**GIVEN INFORMATION**
===
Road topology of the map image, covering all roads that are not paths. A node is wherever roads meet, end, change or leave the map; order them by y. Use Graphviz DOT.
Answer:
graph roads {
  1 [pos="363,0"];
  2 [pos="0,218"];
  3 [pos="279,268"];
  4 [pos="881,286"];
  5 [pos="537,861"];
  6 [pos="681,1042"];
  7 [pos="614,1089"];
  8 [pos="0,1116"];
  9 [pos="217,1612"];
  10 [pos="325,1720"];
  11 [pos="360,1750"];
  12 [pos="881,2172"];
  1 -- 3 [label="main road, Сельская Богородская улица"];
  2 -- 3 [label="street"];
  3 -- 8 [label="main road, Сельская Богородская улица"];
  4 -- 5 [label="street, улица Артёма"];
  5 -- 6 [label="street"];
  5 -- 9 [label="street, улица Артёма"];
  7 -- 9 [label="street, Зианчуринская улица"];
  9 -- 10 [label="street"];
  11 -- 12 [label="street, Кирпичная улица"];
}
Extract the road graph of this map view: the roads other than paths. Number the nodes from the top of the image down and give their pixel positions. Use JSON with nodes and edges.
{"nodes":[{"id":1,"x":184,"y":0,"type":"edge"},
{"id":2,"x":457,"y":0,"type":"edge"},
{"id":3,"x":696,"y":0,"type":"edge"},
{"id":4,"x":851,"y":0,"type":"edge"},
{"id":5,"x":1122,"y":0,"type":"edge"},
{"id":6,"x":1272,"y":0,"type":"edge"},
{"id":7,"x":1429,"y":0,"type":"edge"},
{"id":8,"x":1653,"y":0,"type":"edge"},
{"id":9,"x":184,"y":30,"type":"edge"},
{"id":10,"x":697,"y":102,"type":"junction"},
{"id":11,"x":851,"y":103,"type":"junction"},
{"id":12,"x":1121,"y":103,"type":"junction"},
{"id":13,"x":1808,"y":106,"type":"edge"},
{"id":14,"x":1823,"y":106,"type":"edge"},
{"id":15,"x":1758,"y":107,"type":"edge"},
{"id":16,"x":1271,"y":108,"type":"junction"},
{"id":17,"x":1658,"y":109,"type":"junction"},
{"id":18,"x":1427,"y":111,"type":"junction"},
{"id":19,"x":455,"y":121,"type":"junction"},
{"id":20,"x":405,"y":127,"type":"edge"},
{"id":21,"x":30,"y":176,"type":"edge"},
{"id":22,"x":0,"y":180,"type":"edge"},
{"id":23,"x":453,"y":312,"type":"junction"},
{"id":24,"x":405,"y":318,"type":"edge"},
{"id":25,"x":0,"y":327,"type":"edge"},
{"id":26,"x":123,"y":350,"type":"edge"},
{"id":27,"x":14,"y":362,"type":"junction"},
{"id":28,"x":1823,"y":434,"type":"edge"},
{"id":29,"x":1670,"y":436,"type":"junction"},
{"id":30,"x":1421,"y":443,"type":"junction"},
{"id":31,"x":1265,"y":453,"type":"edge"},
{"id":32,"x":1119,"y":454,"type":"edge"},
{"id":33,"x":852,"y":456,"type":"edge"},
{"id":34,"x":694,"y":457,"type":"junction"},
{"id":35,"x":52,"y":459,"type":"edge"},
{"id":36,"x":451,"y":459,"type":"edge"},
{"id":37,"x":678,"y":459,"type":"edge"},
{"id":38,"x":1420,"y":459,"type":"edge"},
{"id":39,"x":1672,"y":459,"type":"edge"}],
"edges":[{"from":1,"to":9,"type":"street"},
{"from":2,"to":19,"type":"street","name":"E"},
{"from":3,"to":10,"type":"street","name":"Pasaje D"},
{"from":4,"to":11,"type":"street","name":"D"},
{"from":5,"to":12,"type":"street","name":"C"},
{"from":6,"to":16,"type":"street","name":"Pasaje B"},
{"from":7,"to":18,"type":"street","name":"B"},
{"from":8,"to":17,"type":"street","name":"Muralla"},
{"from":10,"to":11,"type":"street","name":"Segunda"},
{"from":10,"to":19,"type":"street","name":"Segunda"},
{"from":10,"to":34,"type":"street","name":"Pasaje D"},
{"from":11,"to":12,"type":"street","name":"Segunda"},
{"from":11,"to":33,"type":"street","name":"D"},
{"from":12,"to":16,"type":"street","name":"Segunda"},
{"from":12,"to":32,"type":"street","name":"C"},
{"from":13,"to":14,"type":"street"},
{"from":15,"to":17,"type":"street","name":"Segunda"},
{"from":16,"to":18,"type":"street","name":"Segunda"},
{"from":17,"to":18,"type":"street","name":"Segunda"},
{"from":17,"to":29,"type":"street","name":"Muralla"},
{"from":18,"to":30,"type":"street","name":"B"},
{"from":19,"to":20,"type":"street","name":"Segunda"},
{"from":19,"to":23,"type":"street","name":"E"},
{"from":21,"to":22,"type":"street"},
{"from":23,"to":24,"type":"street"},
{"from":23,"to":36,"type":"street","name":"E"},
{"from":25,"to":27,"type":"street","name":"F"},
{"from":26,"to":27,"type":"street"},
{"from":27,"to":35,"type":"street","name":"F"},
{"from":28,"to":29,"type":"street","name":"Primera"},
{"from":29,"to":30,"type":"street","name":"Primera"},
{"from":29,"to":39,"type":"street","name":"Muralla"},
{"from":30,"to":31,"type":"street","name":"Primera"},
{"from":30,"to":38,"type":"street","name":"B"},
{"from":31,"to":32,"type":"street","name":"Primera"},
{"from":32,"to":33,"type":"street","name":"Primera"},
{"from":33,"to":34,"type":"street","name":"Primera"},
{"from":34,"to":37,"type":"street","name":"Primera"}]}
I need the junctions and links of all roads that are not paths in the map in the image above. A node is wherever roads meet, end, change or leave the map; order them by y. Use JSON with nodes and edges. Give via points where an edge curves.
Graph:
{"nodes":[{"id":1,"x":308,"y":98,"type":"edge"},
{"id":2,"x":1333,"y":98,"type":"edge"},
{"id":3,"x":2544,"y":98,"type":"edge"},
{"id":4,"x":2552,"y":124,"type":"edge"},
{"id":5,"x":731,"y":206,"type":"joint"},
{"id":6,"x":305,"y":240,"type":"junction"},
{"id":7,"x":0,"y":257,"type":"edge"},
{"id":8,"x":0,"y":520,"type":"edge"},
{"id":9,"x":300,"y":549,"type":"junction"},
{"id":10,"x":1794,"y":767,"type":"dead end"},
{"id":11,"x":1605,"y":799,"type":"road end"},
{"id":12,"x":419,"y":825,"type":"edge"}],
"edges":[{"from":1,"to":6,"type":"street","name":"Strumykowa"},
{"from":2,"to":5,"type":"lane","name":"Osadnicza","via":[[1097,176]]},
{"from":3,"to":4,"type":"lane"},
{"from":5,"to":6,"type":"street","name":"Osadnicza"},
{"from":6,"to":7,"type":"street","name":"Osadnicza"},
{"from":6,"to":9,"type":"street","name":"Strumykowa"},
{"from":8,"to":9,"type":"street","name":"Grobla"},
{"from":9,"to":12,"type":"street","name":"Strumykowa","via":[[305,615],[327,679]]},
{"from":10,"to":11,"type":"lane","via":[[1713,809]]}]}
===
**YOUR ASSIGNMENT**
When a line holds the string "lane", pull it out of the listing.

**TASK SOLUTION**
{"from":2,"to":5,"type":"lane","name":"Osadnicza","via":[[1097,176]]},
{"from":3,"to":4,"type":"lane"},
{"from":10,"to":11,"type":"lane","via":[[1713,809]]}]}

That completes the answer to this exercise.